### [HOW TO COMPLETE THIS TASK]
State the number of lines in these records that include the word "طارق", and add nothing to it.

### [DATASET ENTRIES]
____

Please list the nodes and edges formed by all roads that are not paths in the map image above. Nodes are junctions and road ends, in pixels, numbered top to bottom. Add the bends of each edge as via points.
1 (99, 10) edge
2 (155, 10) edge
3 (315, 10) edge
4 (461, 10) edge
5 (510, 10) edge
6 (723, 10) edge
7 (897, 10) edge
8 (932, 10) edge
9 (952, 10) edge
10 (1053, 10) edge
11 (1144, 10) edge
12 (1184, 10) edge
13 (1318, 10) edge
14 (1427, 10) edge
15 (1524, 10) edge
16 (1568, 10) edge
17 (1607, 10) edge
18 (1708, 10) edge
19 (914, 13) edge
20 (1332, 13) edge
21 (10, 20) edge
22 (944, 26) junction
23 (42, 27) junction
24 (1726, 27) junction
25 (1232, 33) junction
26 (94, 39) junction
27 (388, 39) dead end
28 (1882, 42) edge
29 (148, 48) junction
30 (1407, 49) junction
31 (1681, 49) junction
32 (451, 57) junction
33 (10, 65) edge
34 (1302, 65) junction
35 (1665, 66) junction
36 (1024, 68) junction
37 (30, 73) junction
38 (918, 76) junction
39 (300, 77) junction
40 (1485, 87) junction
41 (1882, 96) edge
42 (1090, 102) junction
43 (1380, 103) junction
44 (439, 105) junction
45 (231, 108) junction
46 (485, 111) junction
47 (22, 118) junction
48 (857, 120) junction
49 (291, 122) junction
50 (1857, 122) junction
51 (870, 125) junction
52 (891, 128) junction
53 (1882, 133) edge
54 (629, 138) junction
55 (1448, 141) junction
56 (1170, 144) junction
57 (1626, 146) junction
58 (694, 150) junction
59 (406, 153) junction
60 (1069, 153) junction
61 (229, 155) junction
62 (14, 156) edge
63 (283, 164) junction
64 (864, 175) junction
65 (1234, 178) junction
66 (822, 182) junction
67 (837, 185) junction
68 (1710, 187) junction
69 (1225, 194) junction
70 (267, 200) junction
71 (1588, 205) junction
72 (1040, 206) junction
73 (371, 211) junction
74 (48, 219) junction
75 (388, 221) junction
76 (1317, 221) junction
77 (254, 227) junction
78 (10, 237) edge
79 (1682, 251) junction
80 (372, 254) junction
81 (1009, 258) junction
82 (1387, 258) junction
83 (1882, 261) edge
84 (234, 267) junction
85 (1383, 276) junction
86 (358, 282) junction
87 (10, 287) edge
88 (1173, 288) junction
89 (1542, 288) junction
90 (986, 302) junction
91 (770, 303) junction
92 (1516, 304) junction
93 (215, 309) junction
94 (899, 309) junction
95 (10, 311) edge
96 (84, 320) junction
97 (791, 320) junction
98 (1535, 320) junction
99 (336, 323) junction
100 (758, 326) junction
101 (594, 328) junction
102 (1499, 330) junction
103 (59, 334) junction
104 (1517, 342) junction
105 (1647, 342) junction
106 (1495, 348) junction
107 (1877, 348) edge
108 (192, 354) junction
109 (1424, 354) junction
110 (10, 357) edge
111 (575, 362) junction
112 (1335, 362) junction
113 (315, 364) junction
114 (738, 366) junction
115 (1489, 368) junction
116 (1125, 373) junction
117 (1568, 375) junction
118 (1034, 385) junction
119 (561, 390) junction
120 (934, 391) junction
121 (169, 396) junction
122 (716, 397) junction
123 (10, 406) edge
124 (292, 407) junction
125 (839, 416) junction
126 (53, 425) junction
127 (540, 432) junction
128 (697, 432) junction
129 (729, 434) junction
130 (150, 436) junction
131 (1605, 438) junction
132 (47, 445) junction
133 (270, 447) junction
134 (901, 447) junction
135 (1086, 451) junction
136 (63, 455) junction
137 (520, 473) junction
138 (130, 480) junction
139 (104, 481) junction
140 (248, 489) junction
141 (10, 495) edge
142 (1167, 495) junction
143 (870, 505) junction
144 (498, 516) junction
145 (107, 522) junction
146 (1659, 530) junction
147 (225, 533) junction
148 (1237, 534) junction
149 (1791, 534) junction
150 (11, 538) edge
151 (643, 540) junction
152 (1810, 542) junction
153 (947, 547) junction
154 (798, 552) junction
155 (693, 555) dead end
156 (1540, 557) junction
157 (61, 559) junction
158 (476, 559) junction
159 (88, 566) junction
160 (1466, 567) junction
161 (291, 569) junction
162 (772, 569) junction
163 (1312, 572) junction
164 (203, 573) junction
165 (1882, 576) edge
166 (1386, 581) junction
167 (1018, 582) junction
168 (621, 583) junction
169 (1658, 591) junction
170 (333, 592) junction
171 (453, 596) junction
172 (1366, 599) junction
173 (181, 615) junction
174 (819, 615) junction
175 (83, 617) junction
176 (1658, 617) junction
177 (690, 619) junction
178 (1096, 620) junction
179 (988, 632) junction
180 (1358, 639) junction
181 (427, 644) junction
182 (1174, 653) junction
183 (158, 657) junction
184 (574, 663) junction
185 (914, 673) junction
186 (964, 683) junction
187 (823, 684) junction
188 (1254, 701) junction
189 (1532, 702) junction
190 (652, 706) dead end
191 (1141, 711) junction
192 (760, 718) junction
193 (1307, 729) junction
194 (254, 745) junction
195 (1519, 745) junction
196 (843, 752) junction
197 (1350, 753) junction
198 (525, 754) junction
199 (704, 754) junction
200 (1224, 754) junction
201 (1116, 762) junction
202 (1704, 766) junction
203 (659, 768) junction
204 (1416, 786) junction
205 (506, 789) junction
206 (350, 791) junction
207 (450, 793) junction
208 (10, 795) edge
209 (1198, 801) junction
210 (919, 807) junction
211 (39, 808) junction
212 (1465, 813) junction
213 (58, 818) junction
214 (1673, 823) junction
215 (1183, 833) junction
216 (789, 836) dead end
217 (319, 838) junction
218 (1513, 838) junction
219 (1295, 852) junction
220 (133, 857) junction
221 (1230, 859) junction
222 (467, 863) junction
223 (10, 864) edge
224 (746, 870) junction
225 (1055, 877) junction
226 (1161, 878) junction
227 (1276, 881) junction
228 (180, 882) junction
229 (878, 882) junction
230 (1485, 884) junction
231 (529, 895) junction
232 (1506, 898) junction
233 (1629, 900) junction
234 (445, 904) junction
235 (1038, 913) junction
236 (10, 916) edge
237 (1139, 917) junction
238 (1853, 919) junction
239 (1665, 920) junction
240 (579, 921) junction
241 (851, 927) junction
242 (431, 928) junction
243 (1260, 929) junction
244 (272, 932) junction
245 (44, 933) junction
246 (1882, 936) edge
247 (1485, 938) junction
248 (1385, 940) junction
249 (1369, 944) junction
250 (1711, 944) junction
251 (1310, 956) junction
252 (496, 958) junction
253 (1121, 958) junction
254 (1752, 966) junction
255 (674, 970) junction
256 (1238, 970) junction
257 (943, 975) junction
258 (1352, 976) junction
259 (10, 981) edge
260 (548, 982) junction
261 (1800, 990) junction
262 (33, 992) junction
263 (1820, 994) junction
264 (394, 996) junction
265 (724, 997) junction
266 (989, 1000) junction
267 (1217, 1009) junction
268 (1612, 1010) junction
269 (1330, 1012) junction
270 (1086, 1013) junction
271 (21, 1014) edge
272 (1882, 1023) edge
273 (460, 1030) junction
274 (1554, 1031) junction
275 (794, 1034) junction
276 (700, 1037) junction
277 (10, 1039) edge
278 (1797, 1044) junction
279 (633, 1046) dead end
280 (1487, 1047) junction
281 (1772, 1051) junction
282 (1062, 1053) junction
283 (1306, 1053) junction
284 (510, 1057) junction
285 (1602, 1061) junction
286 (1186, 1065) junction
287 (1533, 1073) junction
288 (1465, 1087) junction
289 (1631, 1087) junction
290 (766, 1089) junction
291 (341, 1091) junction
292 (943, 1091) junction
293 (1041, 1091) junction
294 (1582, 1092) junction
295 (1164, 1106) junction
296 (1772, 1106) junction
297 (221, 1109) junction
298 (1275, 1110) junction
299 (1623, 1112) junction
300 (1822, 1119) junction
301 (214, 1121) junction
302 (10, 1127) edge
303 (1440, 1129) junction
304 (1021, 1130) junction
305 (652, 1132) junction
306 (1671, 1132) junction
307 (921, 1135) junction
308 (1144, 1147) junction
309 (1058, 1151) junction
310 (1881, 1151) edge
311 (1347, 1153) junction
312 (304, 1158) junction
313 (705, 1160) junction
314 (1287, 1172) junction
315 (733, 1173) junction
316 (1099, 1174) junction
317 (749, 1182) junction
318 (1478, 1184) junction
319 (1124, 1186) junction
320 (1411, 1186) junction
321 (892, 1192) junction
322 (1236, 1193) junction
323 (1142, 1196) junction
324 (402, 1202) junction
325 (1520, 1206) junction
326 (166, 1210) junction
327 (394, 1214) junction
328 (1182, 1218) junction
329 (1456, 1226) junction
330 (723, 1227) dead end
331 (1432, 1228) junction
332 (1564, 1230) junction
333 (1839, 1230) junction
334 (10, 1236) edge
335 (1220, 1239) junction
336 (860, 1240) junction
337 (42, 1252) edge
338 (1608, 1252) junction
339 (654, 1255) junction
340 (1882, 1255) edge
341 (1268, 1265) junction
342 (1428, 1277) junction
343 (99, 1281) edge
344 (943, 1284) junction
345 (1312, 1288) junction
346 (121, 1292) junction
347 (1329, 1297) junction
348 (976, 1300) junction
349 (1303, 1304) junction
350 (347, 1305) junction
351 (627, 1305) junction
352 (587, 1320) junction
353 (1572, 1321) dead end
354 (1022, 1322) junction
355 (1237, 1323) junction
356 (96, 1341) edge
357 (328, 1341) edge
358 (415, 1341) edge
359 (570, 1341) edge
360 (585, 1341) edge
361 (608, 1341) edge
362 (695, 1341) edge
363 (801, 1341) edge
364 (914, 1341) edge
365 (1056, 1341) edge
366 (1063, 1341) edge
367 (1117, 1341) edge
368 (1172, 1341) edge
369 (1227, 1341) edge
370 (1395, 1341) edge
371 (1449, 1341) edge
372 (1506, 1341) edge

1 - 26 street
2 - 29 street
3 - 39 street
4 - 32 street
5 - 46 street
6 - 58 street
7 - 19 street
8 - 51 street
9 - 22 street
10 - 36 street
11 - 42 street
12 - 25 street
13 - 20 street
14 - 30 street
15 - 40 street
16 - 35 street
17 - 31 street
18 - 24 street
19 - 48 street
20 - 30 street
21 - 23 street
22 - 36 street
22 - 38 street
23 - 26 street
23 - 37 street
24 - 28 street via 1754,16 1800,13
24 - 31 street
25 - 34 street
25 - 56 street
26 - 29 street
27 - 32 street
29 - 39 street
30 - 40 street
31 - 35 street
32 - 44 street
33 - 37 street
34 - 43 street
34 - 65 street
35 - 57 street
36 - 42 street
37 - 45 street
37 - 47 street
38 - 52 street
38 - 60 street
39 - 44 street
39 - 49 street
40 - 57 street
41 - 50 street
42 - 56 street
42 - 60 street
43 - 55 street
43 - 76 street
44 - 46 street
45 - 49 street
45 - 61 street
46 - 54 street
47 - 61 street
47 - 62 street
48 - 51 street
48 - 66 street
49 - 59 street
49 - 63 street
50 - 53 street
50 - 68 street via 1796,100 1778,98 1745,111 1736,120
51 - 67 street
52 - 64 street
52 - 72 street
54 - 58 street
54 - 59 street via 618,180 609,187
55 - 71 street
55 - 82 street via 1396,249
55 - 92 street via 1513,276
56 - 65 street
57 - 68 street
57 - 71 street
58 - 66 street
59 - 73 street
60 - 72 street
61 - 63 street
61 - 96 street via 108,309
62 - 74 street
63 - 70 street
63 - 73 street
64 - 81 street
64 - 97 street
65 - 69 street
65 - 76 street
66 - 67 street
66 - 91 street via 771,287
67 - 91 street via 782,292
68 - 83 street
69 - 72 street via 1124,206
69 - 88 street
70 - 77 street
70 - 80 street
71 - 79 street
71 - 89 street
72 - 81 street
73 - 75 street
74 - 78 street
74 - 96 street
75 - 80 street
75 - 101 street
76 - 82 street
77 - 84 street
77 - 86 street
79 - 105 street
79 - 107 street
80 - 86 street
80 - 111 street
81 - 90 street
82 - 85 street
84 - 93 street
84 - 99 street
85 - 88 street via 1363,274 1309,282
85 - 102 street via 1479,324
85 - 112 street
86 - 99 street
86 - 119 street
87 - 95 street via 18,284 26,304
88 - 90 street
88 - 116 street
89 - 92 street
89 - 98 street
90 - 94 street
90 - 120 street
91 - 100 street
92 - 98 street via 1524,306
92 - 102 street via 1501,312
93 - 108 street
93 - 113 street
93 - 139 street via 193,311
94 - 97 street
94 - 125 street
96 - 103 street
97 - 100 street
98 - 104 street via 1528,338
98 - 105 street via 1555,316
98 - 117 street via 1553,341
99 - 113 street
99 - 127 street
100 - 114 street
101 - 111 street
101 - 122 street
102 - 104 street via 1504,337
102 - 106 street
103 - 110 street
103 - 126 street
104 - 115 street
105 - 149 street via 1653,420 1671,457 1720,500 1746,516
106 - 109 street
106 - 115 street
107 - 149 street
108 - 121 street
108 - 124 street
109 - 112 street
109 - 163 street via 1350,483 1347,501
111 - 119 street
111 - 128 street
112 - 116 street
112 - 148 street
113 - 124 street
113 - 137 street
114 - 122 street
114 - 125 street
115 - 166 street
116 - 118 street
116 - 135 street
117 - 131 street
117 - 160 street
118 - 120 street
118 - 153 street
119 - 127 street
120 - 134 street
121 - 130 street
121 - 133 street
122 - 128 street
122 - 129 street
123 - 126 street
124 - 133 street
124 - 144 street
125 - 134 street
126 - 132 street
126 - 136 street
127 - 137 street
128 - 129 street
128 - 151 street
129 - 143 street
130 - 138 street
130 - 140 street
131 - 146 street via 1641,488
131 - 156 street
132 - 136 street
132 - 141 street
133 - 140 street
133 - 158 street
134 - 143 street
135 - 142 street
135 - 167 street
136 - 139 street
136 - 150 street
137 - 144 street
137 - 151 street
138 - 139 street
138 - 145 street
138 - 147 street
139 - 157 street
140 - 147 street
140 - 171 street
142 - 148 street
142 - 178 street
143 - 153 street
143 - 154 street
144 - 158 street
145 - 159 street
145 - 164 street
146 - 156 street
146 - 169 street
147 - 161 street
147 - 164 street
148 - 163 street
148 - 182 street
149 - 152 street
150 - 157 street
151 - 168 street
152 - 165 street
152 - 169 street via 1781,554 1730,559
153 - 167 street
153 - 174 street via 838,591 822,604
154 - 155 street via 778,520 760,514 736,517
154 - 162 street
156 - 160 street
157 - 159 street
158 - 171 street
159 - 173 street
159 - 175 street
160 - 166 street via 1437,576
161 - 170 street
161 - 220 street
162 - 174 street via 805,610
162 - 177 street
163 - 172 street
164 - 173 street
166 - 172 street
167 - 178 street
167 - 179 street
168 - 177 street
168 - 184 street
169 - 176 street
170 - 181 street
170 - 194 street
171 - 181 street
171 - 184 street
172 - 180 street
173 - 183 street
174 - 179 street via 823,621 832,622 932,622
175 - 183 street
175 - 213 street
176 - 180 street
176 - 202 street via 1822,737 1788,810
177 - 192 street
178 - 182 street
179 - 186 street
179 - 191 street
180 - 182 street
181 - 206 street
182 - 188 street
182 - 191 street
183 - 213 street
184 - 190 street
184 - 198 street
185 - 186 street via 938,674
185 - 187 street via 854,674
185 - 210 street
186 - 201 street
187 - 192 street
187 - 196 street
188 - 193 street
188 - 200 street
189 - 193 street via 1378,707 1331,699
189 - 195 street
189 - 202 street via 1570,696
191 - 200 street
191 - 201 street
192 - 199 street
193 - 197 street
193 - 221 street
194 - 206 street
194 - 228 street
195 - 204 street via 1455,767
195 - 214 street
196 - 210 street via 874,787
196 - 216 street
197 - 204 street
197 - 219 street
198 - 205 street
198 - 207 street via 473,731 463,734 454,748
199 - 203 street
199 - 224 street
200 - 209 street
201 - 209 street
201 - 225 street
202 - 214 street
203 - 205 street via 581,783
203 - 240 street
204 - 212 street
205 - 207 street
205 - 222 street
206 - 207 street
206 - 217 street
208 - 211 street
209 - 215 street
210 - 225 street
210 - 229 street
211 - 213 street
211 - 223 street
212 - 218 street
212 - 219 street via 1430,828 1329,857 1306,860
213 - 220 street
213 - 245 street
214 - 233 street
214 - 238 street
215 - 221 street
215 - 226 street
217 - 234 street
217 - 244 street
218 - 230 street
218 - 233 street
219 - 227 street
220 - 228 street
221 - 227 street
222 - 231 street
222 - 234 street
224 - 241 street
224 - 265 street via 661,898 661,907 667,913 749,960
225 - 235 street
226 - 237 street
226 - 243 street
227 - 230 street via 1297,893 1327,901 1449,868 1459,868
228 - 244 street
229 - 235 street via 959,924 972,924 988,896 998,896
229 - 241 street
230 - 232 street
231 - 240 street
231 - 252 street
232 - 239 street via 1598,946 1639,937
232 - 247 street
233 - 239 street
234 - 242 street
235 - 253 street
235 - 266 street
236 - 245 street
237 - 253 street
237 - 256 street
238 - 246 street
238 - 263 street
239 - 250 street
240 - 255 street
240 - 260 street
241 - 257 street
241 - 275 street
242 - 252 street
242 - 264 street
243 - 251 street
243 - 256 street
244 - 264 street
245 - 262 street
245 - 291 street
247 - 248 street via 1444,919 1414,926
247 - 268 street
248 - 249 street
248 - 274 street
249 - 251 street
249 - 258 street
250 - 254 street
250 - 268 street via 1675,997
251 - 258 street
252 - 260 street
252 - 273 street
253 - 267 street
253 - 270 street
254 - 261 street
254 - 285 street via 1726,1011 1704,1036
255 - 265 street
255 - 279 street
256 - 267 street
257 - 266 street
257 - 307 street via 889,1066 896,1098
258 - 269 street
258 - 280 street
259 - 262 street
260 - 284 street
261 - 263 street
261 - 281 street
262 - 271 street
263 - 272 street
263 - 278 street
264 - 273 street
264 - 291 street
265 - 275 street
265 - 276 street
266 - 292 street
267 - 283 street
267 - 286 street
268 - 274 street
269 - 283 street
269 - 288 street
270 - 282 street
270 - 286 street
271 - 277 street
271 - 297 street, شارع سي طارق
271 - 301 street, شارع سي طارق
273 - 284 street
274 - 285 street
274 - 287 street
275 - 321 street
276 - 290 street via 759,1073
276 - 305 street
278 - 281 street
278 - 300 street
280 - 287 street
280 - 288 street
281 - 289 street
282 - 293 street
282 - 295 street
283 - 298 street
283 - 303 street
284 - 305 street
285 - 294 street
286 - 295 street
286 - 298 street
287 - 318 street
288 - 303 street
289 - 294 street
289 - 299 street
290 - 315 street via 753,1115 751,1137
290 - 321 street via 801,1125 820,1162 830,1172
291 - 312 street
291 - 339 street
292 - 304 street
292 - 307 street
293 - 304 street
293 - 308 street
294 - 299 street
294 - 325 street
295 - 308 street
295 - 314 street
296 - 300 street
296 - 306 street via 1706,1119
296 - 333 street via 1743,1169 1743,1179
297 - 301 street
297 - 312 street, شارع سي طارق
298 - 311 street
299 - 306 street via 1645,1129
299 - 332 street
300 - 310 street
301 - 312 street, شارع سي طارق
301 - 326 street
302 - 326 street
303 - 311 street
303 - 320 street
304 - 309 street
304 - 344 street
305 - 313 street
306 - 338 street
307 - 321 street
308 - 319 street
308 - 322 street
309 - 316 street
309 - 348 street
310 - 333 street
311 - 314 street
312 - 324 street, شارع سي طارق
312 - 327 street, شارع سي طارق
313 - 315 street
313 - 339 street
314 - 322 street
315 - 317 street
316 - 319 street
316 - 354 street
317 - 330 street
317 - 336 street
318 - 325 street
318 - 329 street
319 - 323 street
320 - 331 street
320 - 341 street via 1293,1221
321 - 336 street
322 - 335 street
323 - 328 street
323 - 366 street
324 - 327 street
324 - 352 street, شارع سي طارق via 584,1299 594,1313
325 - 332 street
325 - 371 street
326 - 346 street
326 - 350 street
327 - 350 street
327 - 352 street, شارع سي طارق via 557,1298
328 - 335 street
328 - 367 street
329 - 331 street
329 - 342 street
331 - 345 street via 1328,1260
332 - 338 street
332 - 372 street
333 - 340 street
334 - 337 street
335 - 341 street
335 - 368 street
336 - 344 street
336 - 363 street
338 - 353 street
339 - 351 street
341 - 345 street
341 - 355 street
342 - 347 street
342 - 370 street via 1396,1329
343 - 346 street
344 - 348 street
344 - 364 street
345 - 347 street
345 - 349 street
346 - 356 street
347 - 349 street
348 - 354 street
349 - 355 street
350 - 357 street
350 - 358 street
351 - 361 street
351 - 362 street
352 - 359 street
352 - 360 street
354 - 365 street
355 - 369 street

____

### [RESPONSE TO THE EXERCISE]
8